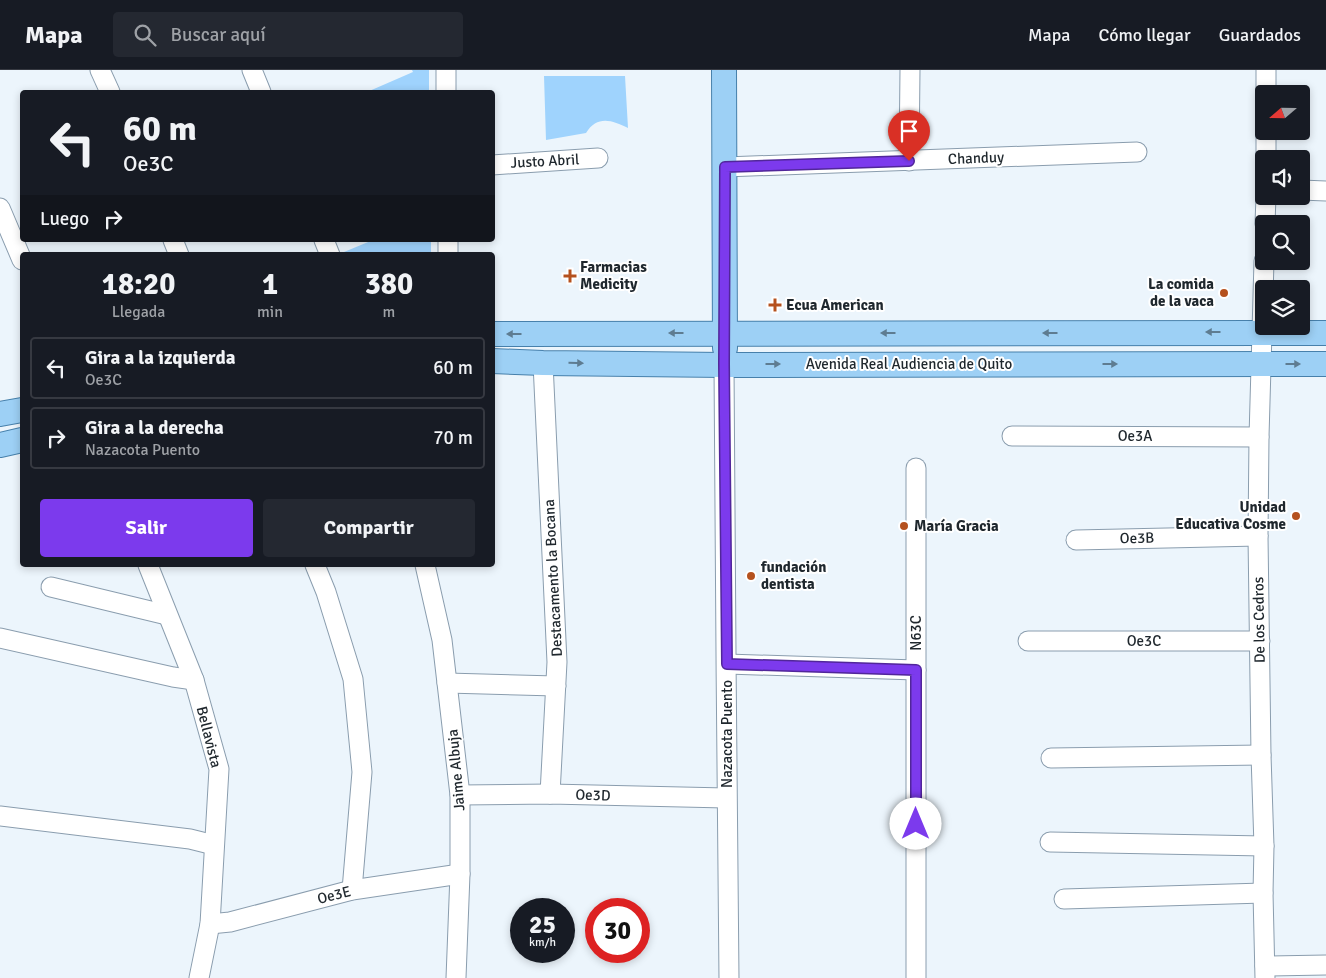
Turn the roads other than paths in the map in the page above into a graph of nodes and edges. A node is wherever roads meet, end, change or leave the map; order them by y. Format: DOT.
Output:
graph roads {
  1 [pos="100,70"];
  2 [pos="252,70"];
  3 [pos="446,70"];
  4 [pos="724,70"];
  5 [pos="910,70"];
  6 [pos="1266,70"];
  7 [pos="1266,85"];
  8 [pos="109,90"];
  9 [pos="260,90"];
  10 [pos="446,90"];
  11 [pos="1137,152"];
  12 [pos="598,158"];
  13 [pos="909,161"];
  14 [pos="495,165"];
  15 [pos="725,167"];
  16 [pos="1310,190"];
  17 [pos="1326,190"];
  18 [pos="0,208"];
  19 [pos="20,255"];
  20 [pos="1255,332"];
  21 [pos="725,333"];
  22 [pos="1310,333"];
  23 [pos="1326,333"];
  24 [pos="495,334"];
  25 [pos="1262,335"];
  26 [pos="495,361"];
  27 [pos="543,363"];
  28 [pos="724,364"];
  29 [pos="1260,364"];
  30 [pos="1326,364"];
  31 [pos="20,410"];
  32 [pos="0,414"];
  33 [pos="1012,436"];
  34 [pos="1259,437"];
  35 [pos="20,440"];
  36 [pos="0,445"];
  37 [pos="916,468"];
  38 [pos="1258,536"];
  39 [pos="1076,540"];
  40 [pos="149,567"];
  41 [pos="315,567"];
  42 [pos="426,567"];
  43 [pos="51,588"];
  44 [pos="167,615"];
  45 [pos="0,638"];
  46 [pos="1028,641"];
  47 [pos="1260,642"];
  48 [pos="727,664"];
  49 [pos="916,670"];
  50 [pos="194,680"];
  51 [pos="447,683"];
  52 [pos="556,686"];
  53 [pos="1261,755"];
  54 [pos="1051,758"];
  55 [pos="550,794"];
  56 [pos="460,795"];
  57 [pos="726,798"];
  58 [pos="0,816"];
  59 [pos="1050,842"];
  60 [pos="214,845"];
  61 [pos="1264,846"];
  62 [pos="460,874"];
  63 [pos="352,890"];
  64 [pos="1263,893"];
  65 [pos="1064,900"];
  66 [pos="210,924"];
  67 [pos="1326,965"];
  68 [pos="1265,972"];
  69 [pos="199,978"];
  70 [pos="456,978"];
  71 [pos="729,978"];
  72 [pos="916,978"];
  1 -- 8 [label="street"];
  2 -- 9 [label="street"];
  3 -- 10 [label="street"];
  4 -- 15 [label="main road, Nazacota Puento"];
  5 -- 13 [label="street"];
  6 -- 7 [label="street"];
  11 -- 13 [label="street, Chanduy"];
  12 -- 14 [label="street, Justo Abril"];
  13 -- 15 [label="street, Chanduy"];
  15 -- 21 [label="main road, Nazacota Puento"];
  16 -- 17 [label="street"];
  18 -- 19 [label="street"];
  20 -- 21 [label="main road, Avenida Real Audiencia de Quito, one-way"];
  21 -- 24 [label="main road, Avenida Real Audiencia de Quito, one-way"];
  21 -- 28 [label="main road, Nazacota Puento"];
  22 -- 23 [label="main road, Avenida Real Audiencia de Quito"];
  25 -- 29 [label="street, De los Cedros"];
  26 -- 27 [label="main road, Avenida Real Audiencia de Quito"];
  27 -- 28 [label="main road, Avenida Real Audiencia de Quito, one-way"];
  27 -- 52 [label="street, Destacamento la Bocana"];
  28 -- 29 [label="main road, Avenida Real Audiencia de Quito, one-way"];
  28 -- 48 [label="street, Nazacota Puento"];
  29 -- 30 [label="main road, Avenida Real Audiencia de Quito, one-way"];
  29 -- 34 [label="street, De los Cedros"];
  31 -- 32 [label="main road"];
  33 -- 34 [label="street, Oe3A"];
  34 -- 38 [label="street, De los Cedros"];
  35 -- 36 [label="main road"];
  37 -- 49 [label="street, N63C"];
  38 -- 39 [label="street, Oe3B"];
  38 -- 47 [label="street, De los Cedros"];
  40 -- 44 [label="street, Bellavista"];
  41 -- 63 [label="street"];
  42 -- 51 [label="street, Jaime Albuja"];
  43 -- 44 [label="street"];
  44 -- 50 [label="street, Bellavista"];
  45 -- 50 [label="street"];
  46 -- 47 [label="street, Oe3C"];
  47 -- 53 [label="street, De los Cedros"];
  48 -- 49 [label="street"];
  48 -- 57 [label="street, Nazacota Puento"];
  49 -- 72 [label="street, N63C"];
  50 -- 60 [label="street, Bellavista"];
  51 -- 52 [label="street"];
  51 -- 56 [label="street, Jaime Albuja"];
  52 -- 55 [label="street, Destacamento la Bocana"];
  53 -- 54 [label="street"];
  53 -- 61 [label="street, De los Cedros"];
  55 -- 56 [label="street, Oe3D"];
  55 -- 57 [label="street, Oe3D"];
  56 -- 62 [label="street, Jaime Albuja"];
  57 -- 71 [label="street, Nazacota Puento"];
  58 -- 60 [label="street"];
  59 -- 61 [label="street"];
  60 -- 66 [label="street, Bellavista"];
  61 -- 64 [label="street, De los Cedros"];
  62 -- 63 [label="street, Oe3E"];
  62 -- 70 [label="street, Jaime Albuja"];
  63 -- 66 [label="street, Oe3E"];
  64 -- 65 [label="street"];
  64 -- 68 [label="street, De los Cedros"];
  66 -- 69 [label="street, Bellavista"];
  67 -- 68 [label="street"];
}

# # #

What to produce: Each line above should be returned exactly as written, apart from any pictures.

Solution for this exercise:
Turn the roads other than paths in the map in the page above into a graph of nodes and edges. A node is wherever roads meet, end, change or leave the map; order them by y. Format: DOT.
Output:
graph roads {
  1 [pos="100,70"];
  2 [pos="252,70"];
  3 [pos="446,70"];
  4 [pos="724,70"];
  5 [pos="910,70"];
  6 [pos="1266,70"];
  7 [pos="1266,85"];
  8 [pos="109,90"];
  9 [pos="260,90"];
  10 [pos="446,90"];
  11 [pos="1137,152"];
  12 [pos="598,158"];
  13 [pos="909,161"];
  14 [pos="495,165"];
  15 [pos="725,167"];
  16 [pos="1310,190"];
  17 [pos="1326,190"];
  18 [pos="0,208"];
  19 [pos="20,255"];
  20 [pos="1255,332"];
  21 [pos="725,333"];
  22 [pos="1310,333"];
  23 [pos="1326,333"];
  24 [pos="495,334"];
  25 [pos="1262,335"];
  26 [pos="495,361"];
  27 [pos="543,363"];
  28 [pos="724,364"];
  29 [pos="1260,364"];
  30 [pos="1326,364"];
  31 [pos="20,410"];
  32 [pos="0,414"];
  33 [pos="1012,436"];
  34 [pos="1259,437"];
  35 [pos="20,440"];
  36 [pos="0,445"];
  37 [pos="916,468"];
  38 [pos="1258,536"];
  39 [pos="1076,540"];
  40 [pos="149,567"];
  41 [pos="315,567"];
  42 [pos="426,567"];
  43 [pos="51,588"];
  44 [pos="167,615"];
  45 [pos="0,638"];
  46 [pos="1028,641"];
  47 [pos="1260,642"];
  48 [pos="727,664"];
  49 [pos="916,670"];
  50 [pos="194,680"];
  51 [pos="447,683"];
  52 [pos="556,686"];
  53 [pos="1261,755"];
  54 [pos="1051,758"];
  55 [pos="550,794"];
  56 [pos="460,795"];
  57 [pos="726,798"];
  58 [pos="0,816"];
  59 [pos="1050,842"];
  60 [pos="214,845"];
  61 [pos="1264,846"];
  62 [pos="460,874"];
  63 [pos="352,890"];
  64 [pos="1263,893"];
  65 [pos="1064,900"];
  66 [pos="210,924"];
  67 [pos="1326,965"];
  68 [pos="1265,972"];
  69 [pos="199,978"];
  70 [pos="456,978"];
  71 [pos="729,978"];
  72 [pos="916,978"];
  1 -- 8 [label="street"];
  2 -- 9 [label="street"];
  3 -- 10 [label="street"];
  4 -- 15 [label="main road, Nazacota Puento"];
  5 -- 13 [label="street"];
  6 -- 7 [label="street"];
  11 -- 13 [label="street, Chanduy"];
  12 -- 14 [label="street, Justo Abril"];
  13 -- 15 [label="street, Chanduy"];
  15 -- 21 [label="main road, Nazacota Puento"];
  16 -- 17 [label="street"];
  18 -- 19 [label="street"];
  20 -- 21 [label="main road, Avenida Real Audiencia de Quito, one-way"];
  21 -- 24 [label="main road, Avenida Real Audiencia de Quito, one-way"];
  21 -- 28 [label="main road, Nazacota Puento"];
  22 -- 23 [label="main road, Avenida Real Audiencia de Quito"];
  25 -- 29 [label="street, De los Cedros"];
  26 -- 27 [label="main road, Avenida Real Audiencia de Quito"];
  27 -- 28 [label="main road, Avenida Real Audiencia de Quito, one-way"];
  27 -- 52 [label="street, Destacamento la Bocana"];
  28 -- 29 [label="main road, Avenida Real Audiencia de Quito, one-way"];
  28 -- 48 [label="street, Nazacota Puento"];
  29 -- 30 [label="main road, Avenida Real Audiencia de Quito, one-way"];
  29 -- 34 [label="street, De los Cedros"];
  31 -- 32 [label="main road"];
  33 -- 34 [label="street, Oe3A"];
  34 -- 38 [label="street, De los Cedros"];
  35 -- 36 [label="main road"];
  37 -- 49 [label="street, N63C"];
  38 -- 39 [label="street, Oe3B"];
  38 -- 47 [label="street, De los Cedros"];
  40 -- 44 [label="street, Bellavista"];
  41 -- 63 [label="street"];
  42 -- 51 [label="street, Jaime Albuja"];
  43 -- 44 [label="street"];
  44 -- 50 [label="street, Bellavista"];
  45 -- 50 [label="street"];
  46 -- 47 [label="street, Oe3C"];
  47 -- 53 [label="street, De los Cedros"];
  48 -- 49 [label="street"];
  48 -- 57 [label="street, Nazacota Puento"];
  49 -- 72 [label="street, N63C"];
  50 -- 60 [label="street, Bellavista"];
  51 -- 52 [label="street"];
  51 -- 56 [label="street, Jaime Albuja"];
  52 -- 55 [label="street, Destacamento la Bocana"];
  53 -- 54 [label="street"];
  53 -- 61 [label="street, De los Cedros"];
  55 -- 56 [label="street, Oe3D"];
  55 -- 57 [label="street, Oe3D"];
  56 -- 62 [label="street, Jaime Albuja"];
  57 -- 71 [label="street, Nazacota Puento"];
  58 -- 60 [label="street"];
  59 -- 61 [label="street"];
  60 -- 66 [label="street, Bellavista"];
  61 -- 64 [label="street, De los Cedros"];
  62 -- 63 [label="street, Oe3E"];
  62 -- 70 [label="street, Jaime Albuja"];
  63 -- 66 [label="street, Oe3E"];
  64 -- 65 [label="street"];
  64 -- 68 [label="street, De los Cedros"];
  66 -- 69 [label="street, Bellavista"];
  67 -- 68 [label="street"];
}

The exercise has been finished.